## EXERCISE
What is needed here is a verbatim copy of the records that follow.

DATA LISTING section start

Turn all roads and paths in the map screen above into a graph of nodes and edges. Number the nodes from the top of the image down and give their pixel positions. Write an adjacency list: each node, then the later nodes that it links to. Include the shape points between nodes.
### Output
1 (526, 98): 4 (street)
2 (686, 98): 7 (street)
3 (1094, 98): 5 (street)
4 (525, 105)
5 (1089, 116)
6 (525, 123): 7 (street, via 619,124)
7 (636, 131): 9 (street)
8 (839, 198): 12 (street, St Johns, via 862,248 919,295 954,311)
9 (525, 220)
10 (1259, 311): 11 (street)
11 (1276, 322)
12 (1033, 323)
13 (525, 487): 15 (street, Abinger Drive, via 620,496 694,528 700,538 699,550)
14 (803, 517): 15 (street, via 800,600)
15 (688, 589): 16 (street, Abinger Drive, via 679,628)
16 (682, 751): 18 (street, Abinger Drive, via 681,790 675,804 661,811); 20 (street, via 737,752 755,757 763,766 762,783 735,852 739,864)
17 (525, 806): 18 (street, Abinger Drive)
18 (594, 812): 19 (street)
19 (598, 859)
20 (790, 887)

DATA LISTING section end

## WORKED SOLUTION
Turn all roads and paths in the map screen above into a graph of nodes and edges. Number the nodes from the top of the image down and give their pixel positions. Write an adjacency list: each node, then the later nodes that it links to. Include the shape points between nodes.
### Output
1 (526, 98): 4 (street)
2 (686, 98): 7 (street)
3 (1094, 98): 5 (street)
4 (525, 105)
5 (1089, 116)
6 (525, 123): 7 (street, via 619,124)
7 (636, 131): 9 (street)
8 (839, 198): 12 (street, St Johns, via 862,248 919,295 954,311)
9 (525, 220)
10 (1259, 311): 11 (street)
11 (1276, 322)
12 (1033, 323)
13 (525, 487): 15 (street, Abinger Drive, via 620,496 694,528 700,538 699,550)
14 (803, 517): 15 (street, via 800,600)
15 (688, 589): 16 (street, Abinger Drive, via 679,628)
16 (682, 751): 18 (street, Abinger Drive, via 681,790 675,804 661,811); 20 (street, via 737,752 755,757 763,766 762,783 735,852 739,864)
17 (525, 806): 18 (street, Abinger Drive)
18 (594, 812): 19 (street)
19 (598, 859)
20 (790, 887)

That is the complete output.